# WTS OM 12ft conventional



## Surfjunkie (Dec 28, 2015)

I've got a lot to sell but I'm only doing 1 item at a time. First up is an Ocean Master 12ft heavy conventional. Great shape for $100. I'm in Virginia Beach and willing to drive to the surrounding area, but I will not ship rods unless you send me a rod tube first.


----------



## Surfjunkie (Dec 28, 2015)

Down to 80


----------



## DaBig2na (Aug 7, 2011)

Damn, someone buy this thing it's a hellova deal!


----------



## Surfjunkie (Dec 28, 2015)

I can't figure out why nobody wants it. It's damn near perfect shape. I would welcome working out a deal to trade for a tld 25. I can even add a SHA20 or 30


----------



## js1172 (Jun 5, 2012)

just bought 2 or I'd be on it
s


----------



## cthulhu (Jul 26, 2014)

I'm going to figure out if I have a rod tube that big, and what the shipping will cost. Interested, but need to check on logistics first, so won't be unhappy if someone closer snags it.


----------



## DaBig2na (Aug 7, 2011)

Surf junkie can go to Lowes or Home Depot and get a heavy cardboard tube that they get carpet on for free...cut it to size, put the rod in and tape both ends and it will ship just fine. .... ship it fed ex ground right out of Office Depot.


----------



## MadDawgJ (Apr 16, 2016)

That's the problem Tuna, he states he won't ship unless you send a tube first. I'd be on this if he did the cardboard roll, but add in buying a tube and shipping it to him and I can justify it for a spare rod when I'm trying to save for a new St. Croix spinner.


----------



## Surfjunkie (Dec 28, 2015)

I would be open to the idea, however I've been burned a couple times on shipping rods I was selling to someone. I would need absolute commitment.


----------



## cthulhu (Jul 26, 2014)

Surfjunkie said:


> I would be open to the idea, however I've been burned a couple times on shipping rods I was selling to someone. I would need absolute commitment.


I can trust that the rod is in good shape, and that you can pack it for a safe journey. If you can toss up a price for the rod shipped, I'll take it if it's reasonable.


----------



## Surfjunkie (Dec 28, 2015)

Rod is in wonderful shape. I'll do like Tuna suggested and pack in a heavy tube from home Depot. If you give me your shipping,area code I can find out how much shipping would be.


----------



## cthulhu (Jul 26, 2014)

Surfjunkie said:


> Rod is in wonderful shape. I'll do like Tuna suggested and pack in a heavy tube from home Depot. If you give me your shipping,area code I can find out how much shipping would be.

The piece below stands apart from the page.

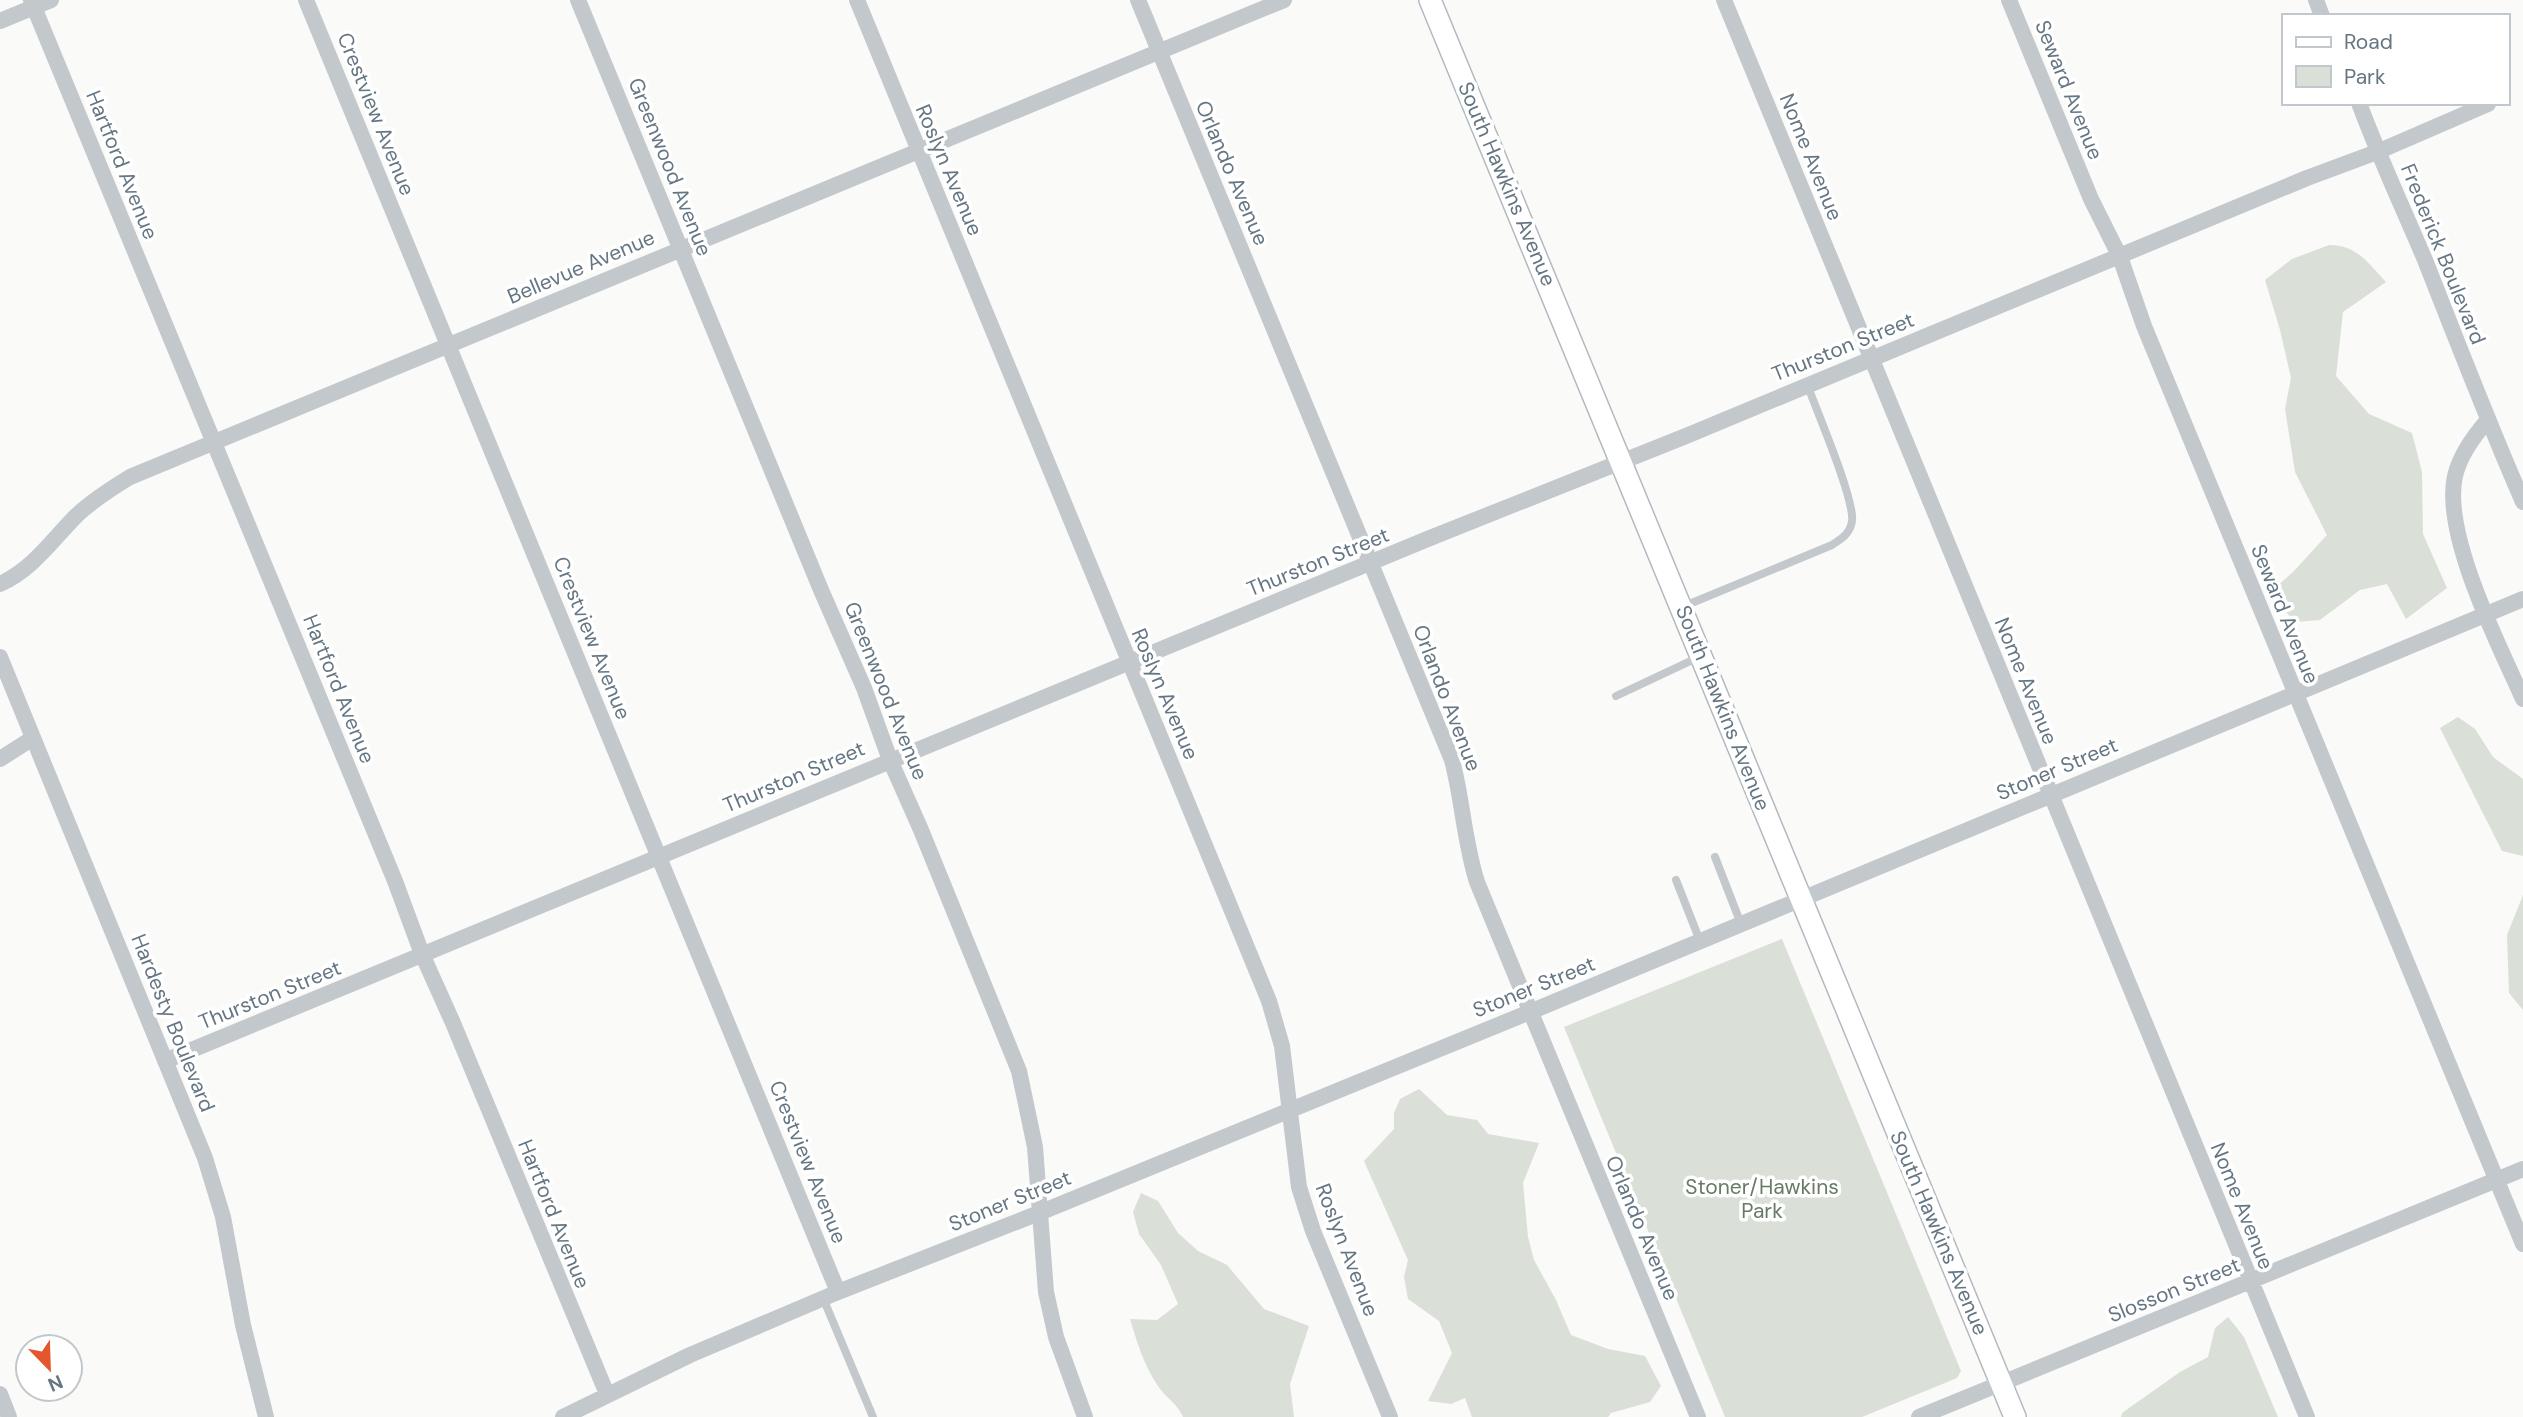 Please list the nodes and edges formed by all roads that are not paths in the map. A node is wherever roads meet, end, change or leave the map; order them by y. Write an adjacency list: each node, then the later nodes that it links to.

I am in 30040. Feel free to toss on a few bucks for tape and hassle. If it's doable at the $80 for the rod, and $30 for packing and shipping, let me know, and we can get this rod to it's new home.


----------



## Surfjunkie (Dec 28, 2015)

On the USPS website, using an 82in long tube, 5in in diameter, and guestimating 8lbs because I'm not sure how heavy those tubes are and accounting for stuffing the tube with bubble wrap and newspaper, the estimate from them is $30.25 to ship to your area code from 23464


----------



## cthulhu (Jul 26, 2014)

Surfjunkie said:


> On the USPS website, using an 82in long tube, 5in in diameter, and guestimating 8lbs because I'm not sure how heavy those tubes are and accounting for stuffing the tube with bubble wrap and newspaper, the estimate from them is $30.25 to ship to your area code from 23464


It works for me, if it works for you. If you get dinged with some extra charges when you get to the post office, let me know, and I'll make good with you. I'm not out to let anyone feel bad after a deal. If you could send me a PM, we can finalize and swap addresses if we are good to go. 

Thanks!


----------



## Surfjunkie (Dec 28, 2015)

Sold, shipped to Cthulhu


----------



## 9 rock (Nov 30, 2008)

Great deal on a great run rod possibly the best rod ever sold by a big box store ,, I have 3 2 conventional one spinning the new owner is going to love it 

9


----------



## DaBig2na (Aug 7, 2011)

Surfjunkie said:


> Sold, shipped to Cthulhu


Heh! yeah, don't mention it Cthulhu .....


----------



## twbranch (May 28, 2014)

Glad that thing got sold cuz i wanted it but couldn't do it at this time!


----------



## DaBig2na (Aug 7, 2011)

Buy the one Hifishing's got... its only been used once! 100.00 is still a deal...


----------



## cthulhu (Jul 26, 2014)

Rod came in today, and is in damn nice shape, and the packing was fantastic. It was a pleasure working with you on this, SurfJunkie. Thanks very much, and good luck on the rest of your sales.


----------



## cthulhu (Jul 26, 2014)

DaBig2na said:


> Heh! yeah, don't mention it Cthulhu .....


It ended up coming in a pvc tube, all nicely wrapped, no damage. The carpet tubes would work great, but it seems some home depots are a little stingy with them. 

All worked out good. Carpet tube is a good idea, if they have one around.


----------



## Guest (Apr 5, 2017)

cthulhu said:


> It ended up coming in a pvc tube, all nicely wrapped, no damage. The carpet tubes would work great, but it seems some home depots are a little stingy with them.
> 
> All worked out good. Carpet tube is a good idea, if they have one around.


Most home improvement stores like to hold on to them if they are low. You need them to wrap sheet vinyl flooring around so it won't bend and break transporting it home.


----------